Rheumatoid arthritis can affect other parts of the body as well as the joints. Some patients with severe disease may then be at higher risk for complications such as the following:

  • Peripheral Neuropathy. This condition affects the nerves, most often those in the hands and feet. It can result in tingling, numbness, or burning.
  • Anemia.
  • Scleritis. This is an inflammation of the blood vessels in the eye that could result in corneal damage.
  • Infections. RA patients have a higher risk for infections, particularly from some of the immune-suppressing drugs that they take.
  • Skin problems. Skin problems are common, particularly on the fingers and under the nails. Some patients develop severe skin complications that include rash, ulcers, blisters (which may bleed in some cases), lumps under the skin, and other problems. Severe skin disease can reflects a more serious case of RA in general.
  • Gastrointestinal Problems. Although patients may experience stomach and intestinal distress, one 2000 study reported lower rates of stomach and colorectal cancers among RA patients.
  • Osteoporosis. Osteoporosis, a disorder in which bone density decreases, is more common than average in postmenopausal women with rheumatoid arthritis. The hipbone is particularly affected. The risk for osteoporosis also appears to be higher than average in men with RA who are over 60 years old.
  • Lung Disease. One small study found a very high prevalence of lung disease in newly diagnosed RA patients. The association between a history of smoking and a higher risk for RA, however, may at least partially account for this finding. (Cigarette smoking, in any case, may increase the severity of the disease.)
  • Heart Disease. Mounting evidence suggests that RA can increase the risk for heart disease, possibly because of the inflammatory response in RA, which may also injure arteries and heart muscle tissue. Some studies have reported that people with RA are 30% to 50% more likely to suffer heart vessel blockages and 60% to 70% more likely to die as result than people without RA. A smaller British study confirmed that about half of RA patients are likely to have silent symptoms of heart disease, and that it tends to develop about 10 years earlier than in people without RA.
  • Lymphoma and Other Cancers. Alterations in the immune system associated with RA and certain treatments may play a role in the higher risk for lymphoma observed in RA patients. A higher risk for lymphoma and blood cancers may also occur in patients who were given total lymphoid irradiation, an RA therapy used mainly in the 1980s when other therapies failed. Aggressive treatments for RA that suppress the immune system may help prevent such cancers, but more research will be needed to evaluate this possibility. Other cancers that may occur with increased frequency in RA patients include prostate and lung cancers.
  • Periodontal Disease. People with RA may be twice as likely as non-arthritic individuals to have periodontal disease. Chronic inflammation and immune dysfunction are central to both diseases.
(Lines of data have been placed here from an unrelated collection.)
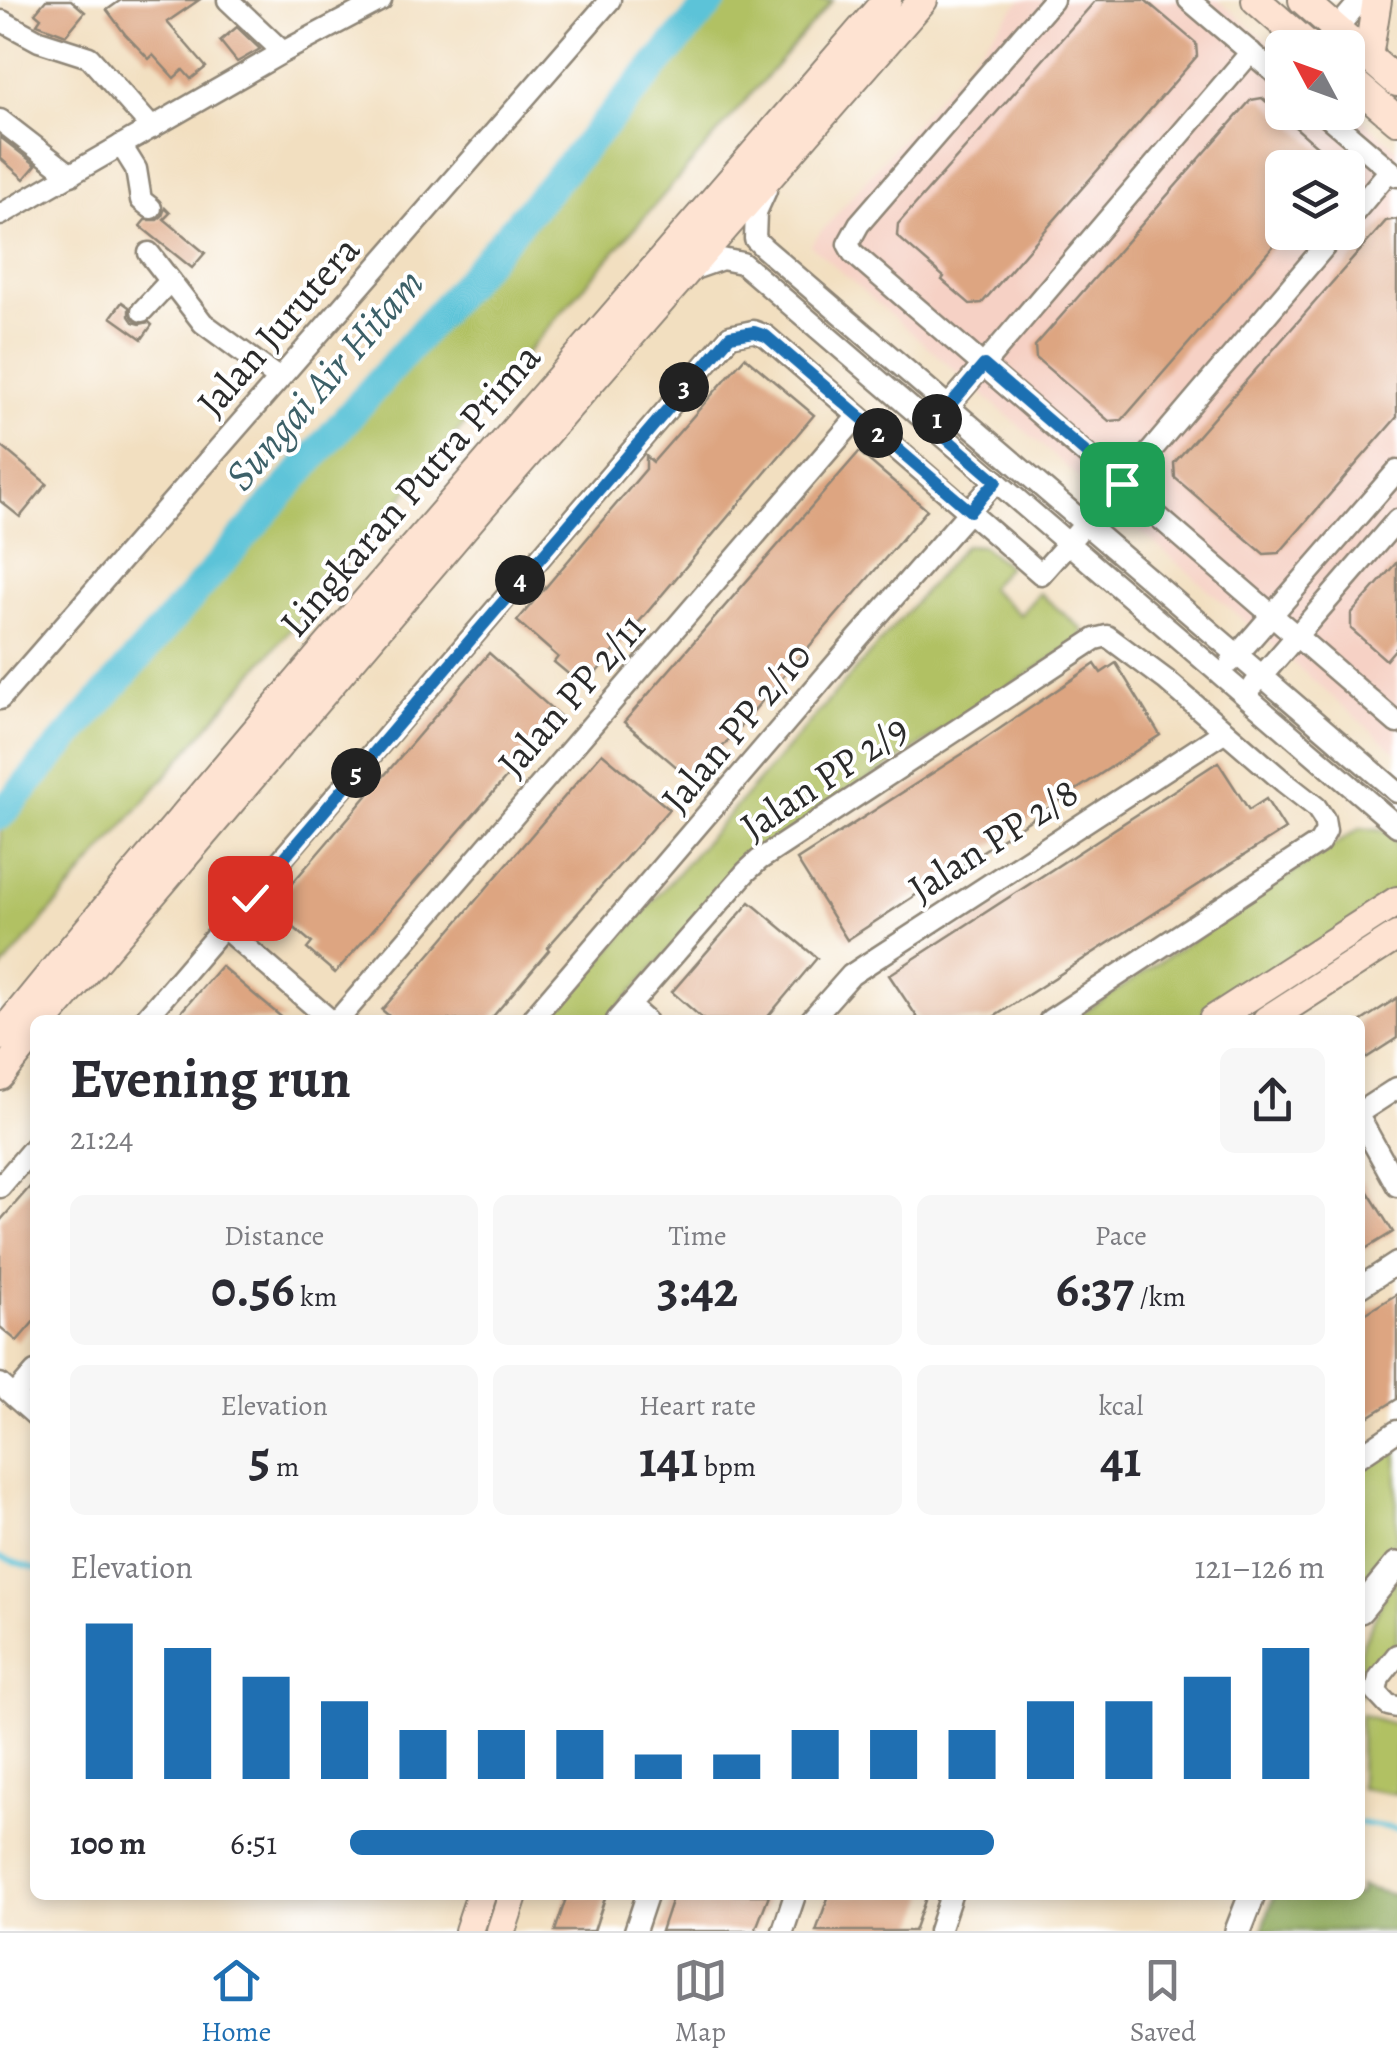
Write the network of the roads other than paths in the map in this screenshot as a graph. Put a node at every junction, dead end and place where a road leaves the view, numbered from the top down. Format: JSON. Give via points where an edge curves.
{"nodes":[{"id":1,"x":228,"y":0,"type":"edge"},
{"id":2,"x":381,"y":0,"type":"edge"},
{"id":3,"x":610,"y":0,"type":"edge"},
{"id":4,"x":887,"y":0,"type":"edge"},
{"id":5,"x":924,"y":0,"type":"edge"},
{"id":6,"x":1053,"y":0,"type":"edge"},
{"id":7,"x":1189,"y":0,"type":"edge"},
{"id":8,"x":1256,"y":0,"type":"edge"},
{"id":9,"x":1303,"y":0,"type":"edge"},
{"id":10,"x":1361,"y":0,"type":"edge"},
{"id":11,"x":1376,"y":0,"type":"edge"},
{"id":12,"x":2,"y":21,"type":"edge"},
{"id":13,"x":1290,"y":30,"type":"edge"},
{"id":14,"x":1323,"y":30,"type":"edge"},
{"id":15,"x":1335,"y":30,"type":"edge"},
{"id":16,"x":283,"y":52,"type":"junction"},
{"id":17,"x":1251,"y":52,"type":"junction"},
{"id":18,"x":1365,"y":56,"type":"edge"},
{"id":19,"x":1368,"y":57,"type":"junction"},
{"id":20,"x":1265,"y":64,"type":"edge"},
{"id":21,"x":1397,"y":82,"type":"edge"},
{"id":22,"x":1365,"y":93,"type":"edge"},
{"id":23,"x":0,"y":120,"type":"edge"},
{"id":24,"x":1397,"y":120,"type":"edge"},
{"id":25,"x":152,"y":128,"type":"junction"},
{"id":26,"x":1343,"y":130,"type":"edge"},
{"id":27,"x":121,"y":146,"type":"junction"},
{"id":28,"x":774,"y":170,"type":"junction"},
{"id":29,"x":1394,"y":173,"type":"edge"},
{"id":30,"x":70,"y":175,"type":"junction"},
{"id":31,"x":1365,"y":203,"type":"edge"},
{"id":32,"x":151,"y":208,"type":"dead end"},
{"id":33,"x":0,"y":216,"type":"edge"},
{"id":34,"x":1322,"y":250,"type":"edge"},
{"id":35,"x":148,"y":253,"type":"dead end"},
{"id":36,"x":685,"y":272,"type":"junction"},
{"id":37,"x":170,"y":281,"type":"junction"},
{"id":38,"x":142,"y":311,"type":"dead end"},
{"id":39,"x":984,"y":365,"type":"junction"},
{"id":40,"x":278,"y":378,"type":"junction"},
{"id":41,"x":948,"y":406,"type":"junction"},
{"id":42,"x":858,"y":416,"type":"junction"},
{"id":43,"x":932,"y":426,"type":"junction"},
{"id":44,"x":1397,"y":471,"type":"edge"},
{"id":45,"x":996,"y":481,"type":"junction"},
{"id":46,"x":1122,"y":484,"type":"junction"},
{"id":47,"x":970,"y":511,"type":"junction"},
{"id":48,"x":1397,"y":520,"type":"edge"},
{"id":49,"x":1084,"y":524,"type":"junction"},
{"id":50,"x":1068,"y":544,"type":"junction"},
{"id":51,"x":1272,"y":615,"type":"junction"},
{"id":52,"x":1297,"y":636,"type":"junction"},
{"id":53,"x":1237,"y":655,"type":"junction"},
{"id":54,"x":1220,"y":675,"type":"junction"},
{"id":55,"x":1262,"y":676,"type":"junction"},
{"id":56,"x":1245,"y":696,"type":"junction"},
{"id":57,"x":0,"y":699,"type":"edge"},
{"id":58,"x":1397,"y":724,"type":"edge"},
{"id":59,"x":1225,"y":730,"type":"junction"},
{"id":60,"x":1397,"y":792,"type":"edge"},
{"id":61,"x":1397,"y":826,"type":"edge"},
{"id":62,"x":1397,"y":901,"type":"edge"},
{"id":63,"x":224,"y":928,"type":"junction"},
{"id":64,"x":1397,"y":936,"type":"edge"},
{"id":65,"x":48,"y":1015,"type":"edge"},
{"id":66,"x":148,"y":1015,"type":"edge"},
{"id":67,"x":324,"y":1015,"type":"edge"},
{"id":68,"x":342,"y":1015,"type":"edge"},
{"id":69,"x":535,"y":1015,"type":"edge"},
{"id":70,"x":630,"y":1015,"type":"edge"},
{"id":71,"x":816,"y":1015,"type":"edge"},
{"id":72,"x":1058,"y":1015,"type":"edge"},
{"id":73,"x":1221,"y":1015,"type":"edge"},
{"id":74,"x":1274,"y":1015,"type":"edge"},
{"id":75,"x":0,"y":1036,"type":"edge"},
{"id":76,"x":30,"y":1038,"type":"edge"},
{"id":77,"x":0,"y":1076,"type":"edge"},
{"id":78,"x":1397,"y":1088,"type":"edge"},
{"id":79,"x":1365,"y":1109,"type":"edge"},
{"id":80,"x":1365,"y":1129,"type":"edge"},
{"id":81,"x":30,"y":1152,"type":"edge"},
{"id":82,"x":1397,"y":1186,"type":"edge"},
{"id":83,"x":0,"y":1187,"type":"edge"},
{"id":84,"x":1397,"y":1263,"type":"edge"},
{"id":85,"x":1365,"y":1284,"type":"edge"},
{"id":86,"x":30,"y":1375,"type":"edge"},
{"id":87,"x":7,"y":1390,"type":"edge"},
{"id":88,"x":30,"y":1410,"type":"edge"},
{"id":89,"x":1397,"y":1431,"type":"edge"},
{"id":90,"x":1365,"y":1453,"type":"edge"},
{"id":91,"x":1397,"y":1565,"type":"edge"},
{"id":92,"x":1365,"y":1604,"type":"edge"},
{"id":93,"x":1397,"y":1655,"type":"edge"},
{"id":94,"x":1397,"y":1708,"type":"edge"},
{"id":95,"x":480,"y":1900,"type":"edge"},
{"id":96,"x":511,"y":1900,"type":"edge"},
{"id":97,"x":645,"y":1900,"type":"edge"},
{"id":98,"x":793,"y":1900,"type":"edge"},
{"id":99,"x":950,"y":1900,"type":"edge"},
{"id":100,"x":1250,"y":1900,"type":"edge"},
{"id":101,"x":469,"y":1931,"type":"edge"},
{"id":102,"x":501,"y":1931,"type":"edge"},
{"id":103,"x":635,"y":1931,"type":"edge"},
{"id":104,"x":783,"y":1931,"type":"edge"},
{"id":105,"x":939,"y":1931,"type":"edge"},
{"id":106,"x":1238,"y":1931,"type":"edge"}],
"edges":[{"from":1,"to":16,"type":"street"},
{"from":2,"to":16,"type":"street"},
{"from":3,"to":40,"type":"street","name":"Jalan Jurutera"},
{"from":4,"to":75,"type":"main road","name":"Lingkaran Putra Prima"},
{"from":5,"to":28,"type":"main road","name":"Lingkaran Putra Prima"},
{"from":6,"to":39,"type":"street","via":[[848,244]]},
{"from":7,"to":17,"type":"street"},
{"from":8,"to":13,"type":"main road"},
{"from":9,"to":14,"type":"main road"},
{"from":10,"to":15,"type":"street"},
{"from":11,"to":19,"type":"main road"},
{"from":12,"to":25,"type":"street","via":[[88,57]]},
{"from":16,"to":25,"type":"street"},
{"from":17,"to":20,"type":"street"},
{"from":17,"to":39,"type":"street"},
{"from":18,"to":19,"type":"main road"},
{"from":19,"to":21,"type":"main road"},
{"from":22,"to":24,"type":"main road"},
{"from":23,"to":30,"type":"street"},
{"from":25,"to":27,"type":"street"},
{"from":26,"to":29,"type":"street"},
{"from":27,"to":30,"type":"street"},
{"from":27,"to":32,"type":"street","via":[[136,169],[141,200]]},
{"from":28,"to":36,"type":"main road","name":"Lingkaran Putra Prima"},
{"from":28,"to":41,"type":"street","via":[[756,212],[755,239]]},
{"from":29,"to":31,"type":"street"},
{"from":30,"to":33,"type":"street"},
{"from":34,"to":46,"type":"street"},
{"from":35,"to":37,"type":"street"},
{"from":36,"to":43,"type":"street","via":[[722,258],[742,263]]},
{"from":36,"to":65,"type":"main road","name":"Lingkaran Putra Prima"},
{"from":37,"to":38,"type":"street"},
{"from":37,"to":40,"type":"street","via":[[202,324]]},
{"from":39,"to":41,"type":"street"},
{"from":39,"to":46,"type":"street"},
{"from":40,"to":57,"type":"street","name":"Jalan Jurutera"},
{"from":41,"to":43,"type":"street"},
{"from":41,"to":49,"type":"street"},
{"from":42,"to":47,"type":"street"},
{"from":42,"to":63,"type":"street","via":[[766,336],[730,336]]},
{"from":42,"to":68,"type":"street","name":"Jalan PP 2/11"},
{"from":43,"to":45,"type":"street"},
{"from":44,"to":51,"type":"street"},
{"from":45,"to":47,"type":"street","name":"Jalan PP 2/10"},
{"from":45,"to":50,"type":"street"},
{"from":46,"to":51,"type":"street"},
{"from":47,"to":50,"type":"street","via":[[1041,574]]},
{"from":47,"to":69,"type":"street","name":"Jalan PP 2/10"},
{"from":48,"to":52,"type":"street"},
{"from":49,"to":50,"type":"street"},
{"from":49,"to":53,"type":"street"},
{"from":50,"to":54,"type":"street"},
{"from":51,"to":52,"type":"street"},
{"from":51,"to":53,"type":"street"},
{"from":52,"to":55,"type":"street"},
{"from":52,"to":58,"type":"street"},
{"from":53,"to":54,"type":"street"},
{"from":53,"to":55,"type":"street"},
{"from":54,"to":56,"type":"street"},
{"from":55,"to":56,"type":"street"},
{"from":55,"to":60,"type":"street"},
{"from":56,"to":61,"type":"street"},
{"from":59,"to":70,"type":"street","name":"Jalan PP 2/9","via":[[1107,636],[1096,639],[759,860]]},
{"from":59,"to":71,"type":"street","name":"Jalan PP 2/8","via":[[869,962]]},
{"from":59,"to":72,"type":"street","via":[[1316,807],[1326,831],[1318,843]]},
{"from":62,"to":73,"type":"main road"},
{"from":63,"to":66,"type":"street"},
{"from":63,"to":67,"type":"street"},
{"from":64,"to":74,"type":"main road"},
{"from":76,"to":77,"type":"main road"},
{"from":78,"to":79,"type":"street"},
{"from":80,"to":82,"type":"street"},
{"from":81,"to":83,"type":"street"},
{"from":84,"to":85,"type":"street"},
{"from":86,"to":87,"type":"street"},
{"from":87,"to":88,"type":"street"},
{"from":89,"to":90,"type":"street"},
{"from":91,"to":92,"type":"street"},
{"from":93,"to":94,"type":"street","via":[[1376,1692]]},
{"from":95,"to":101,"type":"main road"},
{"from":96,"to":102,"type":"main road"},
{"from":97,"to":103,"type":"street"},
{"from":98,"to":104,"type":"street"},
{"from":99,"to":105,"type":"street"},
{"from":100,"to":106,"type":"street"}]}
Severity of Juvenile Rheumatoid Arthritis

Juvenile rheumatoid arthritis often resolves before adulthood. Patients who experience arthritis in only a few joints do better than those with more widespread (systemic) disease, which is very difficult to treat. Although it can be very serious, morality rates are 0.29% (33 deaths in 11,287 patients).

MAS. Macrophage activation syndrome (MAS) is a life-threatening complication of this disorder and requires immediate treatment with high-dose steroids and cyclosporin A. Parents should be aware of symptoms, which include persistent fever, weakness, drowsiness, and lethargy.